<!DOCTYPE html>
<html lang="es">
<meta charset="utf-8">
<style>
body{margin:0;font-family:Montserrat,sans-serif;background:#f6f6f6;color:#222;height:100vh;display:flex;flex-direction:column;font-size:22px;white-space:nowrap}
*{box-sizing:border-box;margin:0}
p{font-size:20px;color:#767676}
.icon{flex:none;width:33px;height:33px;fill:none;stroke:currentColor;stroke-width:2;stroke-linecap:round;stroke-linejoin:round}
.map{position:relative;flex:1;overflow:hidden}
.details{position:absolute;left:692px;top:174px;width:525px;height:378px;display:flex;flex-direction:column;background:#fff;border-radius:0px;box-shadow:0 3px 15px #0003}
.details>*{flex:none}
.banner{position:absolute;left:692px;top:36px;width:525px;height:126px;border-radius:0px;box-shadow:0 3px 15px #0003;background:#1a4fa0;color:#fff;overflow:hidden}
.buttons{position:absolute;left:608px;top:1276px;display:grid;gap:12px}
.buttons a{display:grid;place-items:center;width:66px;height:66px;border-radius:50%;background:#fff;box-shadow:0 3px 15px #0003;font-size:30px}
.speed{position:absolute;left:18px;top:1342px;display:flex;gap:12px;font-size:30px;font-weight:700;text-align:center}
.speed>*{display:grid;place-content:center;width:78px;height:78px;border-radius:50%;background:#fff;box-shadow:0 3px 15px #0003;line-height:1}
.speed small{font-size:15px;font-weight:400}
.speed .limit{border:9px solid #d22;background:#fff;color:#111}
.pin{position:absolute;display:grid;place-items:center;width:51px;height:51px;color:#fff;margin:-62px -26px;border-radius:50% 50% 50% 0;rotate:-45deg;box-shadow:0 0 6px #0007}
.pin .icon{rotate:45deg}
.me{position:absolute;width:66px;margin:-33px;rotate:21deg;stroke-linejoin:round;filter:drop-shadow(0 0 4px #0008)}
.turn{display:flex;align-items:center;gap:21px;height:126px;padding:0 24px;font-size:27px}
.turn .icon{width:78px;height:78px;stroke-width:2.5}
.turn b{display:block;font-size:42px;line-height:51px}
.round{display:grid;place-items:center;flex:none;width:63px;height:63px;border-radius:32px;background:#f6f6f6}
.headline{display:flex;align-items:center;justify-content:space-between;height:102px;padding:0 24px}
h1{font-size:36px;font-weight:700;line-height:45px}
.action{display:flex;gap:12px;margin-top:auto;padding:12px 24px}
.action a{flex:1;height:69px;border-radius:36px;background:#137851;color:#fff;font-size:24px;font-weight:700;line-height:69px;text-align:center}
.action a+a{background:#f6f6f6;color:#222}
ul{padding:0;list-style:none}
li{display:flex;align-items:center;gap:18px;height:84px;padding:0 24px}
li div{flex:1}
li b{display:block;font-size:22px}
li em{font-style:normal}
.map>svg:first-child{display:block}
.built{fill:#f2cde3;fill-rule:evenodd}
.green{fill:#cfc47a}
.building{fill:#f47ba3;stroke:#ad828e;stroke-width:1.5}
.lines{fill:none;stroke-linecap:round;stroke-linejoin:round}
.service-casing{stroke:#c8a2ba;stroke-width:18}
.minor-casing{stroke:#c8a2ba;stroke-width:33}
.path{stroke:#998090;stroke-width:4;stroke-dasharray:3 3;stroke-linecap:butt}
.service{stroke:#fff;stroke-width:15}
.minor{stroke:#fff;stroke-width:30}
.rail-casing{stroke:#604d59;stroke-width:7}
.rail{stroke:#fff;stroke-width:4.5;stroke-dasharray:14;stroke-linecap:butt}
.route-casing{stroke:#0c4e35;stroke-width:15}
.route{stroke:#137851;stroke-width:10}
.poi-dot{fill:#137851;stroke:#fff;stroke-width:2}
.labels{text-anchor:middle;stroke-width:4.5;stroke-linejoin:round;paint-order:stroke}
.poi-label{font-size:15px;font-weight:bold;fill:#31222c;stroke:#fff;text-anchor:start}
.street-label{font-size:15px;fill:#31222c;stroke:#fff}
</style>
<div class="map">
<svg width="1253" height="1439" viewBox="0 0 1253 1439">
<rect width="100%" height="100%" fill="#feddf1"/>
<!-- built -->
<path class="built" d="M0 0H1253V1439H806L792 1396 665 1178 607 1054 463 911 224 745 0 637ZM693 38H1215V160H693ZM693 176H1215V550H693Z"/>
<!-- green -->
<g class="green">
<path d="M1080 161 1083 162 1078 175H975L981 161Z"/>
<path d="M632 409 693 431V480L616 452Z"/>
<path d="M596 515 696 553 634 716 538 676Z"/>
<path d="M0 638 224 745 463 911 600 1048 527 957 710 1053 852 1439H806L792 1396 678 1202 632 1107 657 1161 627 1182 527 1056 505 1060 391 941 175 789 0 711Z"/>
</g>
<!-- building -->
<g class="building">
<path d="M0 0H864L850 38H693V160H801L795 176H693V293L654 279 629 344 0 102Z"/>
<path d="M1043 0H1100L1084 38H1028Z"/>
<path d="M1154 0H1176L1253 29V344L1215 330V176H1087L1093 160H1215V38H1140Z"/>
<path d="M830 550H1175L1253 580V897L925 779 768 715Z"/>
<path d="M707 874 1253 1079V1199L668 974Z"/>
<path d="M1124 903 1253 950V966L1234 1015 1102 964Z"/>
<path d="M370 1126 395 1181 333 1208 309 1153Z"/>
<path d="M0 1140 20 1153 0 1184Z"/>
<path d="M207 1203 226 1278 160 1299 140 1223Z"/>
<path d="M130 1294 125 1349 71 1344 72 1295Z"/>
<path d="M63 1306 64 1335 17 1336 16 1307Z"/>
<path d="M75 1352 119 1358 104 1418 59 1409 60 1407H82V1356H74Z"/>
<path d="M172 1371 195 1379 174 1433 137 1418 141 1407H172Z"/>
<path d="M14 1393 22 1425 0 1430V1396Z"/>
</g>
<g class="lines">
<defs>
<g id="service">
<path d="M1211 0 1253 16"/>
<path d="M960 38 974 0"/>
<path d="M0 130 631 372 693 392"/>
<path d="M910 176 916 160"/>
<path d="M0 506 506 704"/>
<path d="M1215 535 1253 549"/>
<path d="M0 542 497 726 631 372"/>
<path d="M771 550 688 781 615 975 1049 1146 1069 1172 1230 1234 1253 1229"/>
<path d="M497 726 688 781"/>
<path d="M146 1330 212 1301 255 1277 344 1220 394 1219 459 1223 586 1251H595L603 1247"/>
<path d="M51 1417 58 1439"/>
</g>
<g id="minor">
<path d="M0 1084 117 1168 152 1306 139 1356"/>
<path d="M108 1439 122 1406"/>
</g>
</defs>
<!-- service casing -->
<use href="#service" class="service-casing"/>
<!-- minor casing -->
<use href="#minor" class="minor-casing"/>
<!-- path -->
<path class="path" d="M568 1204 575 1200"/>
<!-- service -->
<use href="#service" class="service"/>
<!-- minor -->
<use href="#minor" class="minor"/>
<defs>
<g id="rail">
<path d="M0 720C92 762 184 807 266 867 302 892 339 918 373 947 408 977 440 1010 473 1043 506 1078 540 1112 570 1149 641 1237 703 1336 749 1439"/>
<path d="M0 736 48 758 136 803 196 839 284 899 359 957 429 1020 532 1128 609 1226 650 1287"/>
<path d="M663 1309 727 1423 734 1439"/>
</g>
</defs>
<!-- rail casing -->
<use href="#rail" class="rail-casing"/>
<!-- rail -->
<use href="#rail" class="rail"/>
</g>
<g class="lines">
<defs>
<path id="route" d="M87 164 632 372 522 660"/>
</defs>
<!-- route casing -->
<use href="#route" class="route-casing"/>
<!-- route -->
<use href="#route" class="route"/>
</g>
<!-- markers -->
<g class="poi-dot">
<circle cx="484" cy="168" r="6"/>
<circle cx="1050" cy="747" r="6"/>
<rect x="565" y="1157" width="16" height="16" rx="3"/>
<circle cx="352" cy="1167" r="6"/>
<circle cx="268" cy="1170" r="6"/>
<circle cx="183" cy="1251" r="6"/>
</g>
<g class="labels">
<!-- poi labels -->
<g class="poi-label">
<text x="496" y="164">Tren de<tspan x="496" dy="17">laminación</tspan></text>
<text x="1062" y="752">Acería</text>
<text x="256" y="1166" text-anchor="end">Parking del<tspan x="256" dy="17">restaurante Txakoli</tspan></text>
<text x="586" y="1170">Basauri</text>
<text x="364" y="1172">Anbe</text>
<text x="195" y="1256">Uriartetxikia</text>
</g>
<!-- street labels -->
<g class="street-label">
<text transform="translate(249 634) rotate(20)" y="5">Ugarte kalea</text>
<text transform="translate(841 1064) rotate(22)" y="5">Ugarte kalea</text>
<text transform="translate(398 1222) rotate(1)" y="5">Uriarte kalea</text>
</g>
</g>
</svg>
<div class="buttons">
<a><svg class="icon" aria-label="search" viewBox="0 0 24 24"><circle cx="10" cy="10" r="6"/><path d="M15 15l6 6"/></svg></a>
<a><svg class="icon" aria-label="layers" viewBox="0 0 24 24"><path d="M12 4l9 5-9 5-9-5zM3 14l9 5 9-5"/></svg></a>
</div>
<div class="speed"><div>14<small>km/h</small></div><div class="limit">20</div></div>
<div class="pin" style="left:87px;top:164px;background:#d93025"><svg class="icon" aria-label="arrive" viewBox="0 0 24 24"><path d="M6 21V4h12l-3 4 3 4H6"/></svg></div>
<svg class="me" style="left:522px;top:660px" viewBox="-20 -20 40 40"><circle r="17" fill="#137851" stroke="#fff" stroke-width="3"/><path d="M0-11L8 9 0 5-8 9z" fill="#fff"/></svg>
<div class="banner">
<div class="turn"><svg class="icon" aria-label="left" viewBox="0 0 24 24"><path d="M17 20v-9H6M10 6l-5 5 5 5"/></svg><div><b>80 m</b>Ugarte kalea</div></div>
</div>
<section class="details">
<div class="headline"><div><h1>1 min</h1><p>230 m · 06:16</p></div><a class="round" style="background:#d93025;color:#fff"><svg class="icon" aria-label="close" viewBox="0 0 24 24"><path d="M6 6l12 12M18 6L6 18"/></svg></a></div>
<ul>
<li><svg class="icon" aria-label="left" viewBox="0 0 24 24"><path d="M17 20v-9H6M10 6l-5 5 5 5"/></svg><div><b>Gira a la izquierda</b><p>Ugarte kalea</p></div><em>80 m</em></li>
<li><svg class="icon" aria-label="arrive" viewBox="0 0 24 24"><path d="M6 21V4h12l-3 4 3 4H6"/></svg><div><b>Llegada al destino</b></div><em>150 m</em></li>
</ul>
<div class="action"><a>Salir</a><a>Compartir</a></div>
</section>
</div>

## [Work task]
Report, from the entries above, each line where "hidden" is found.

## [Final answer]
.map{position:relative;flex:1;overflow:hidden}
.banner{position:absolute;left:692px;top:36px;width:525px;height:126px;border-radius:0px;box-shadow:0 3px 15px #0003;background:#1a4fa0;color:#fff;overflow:hidden}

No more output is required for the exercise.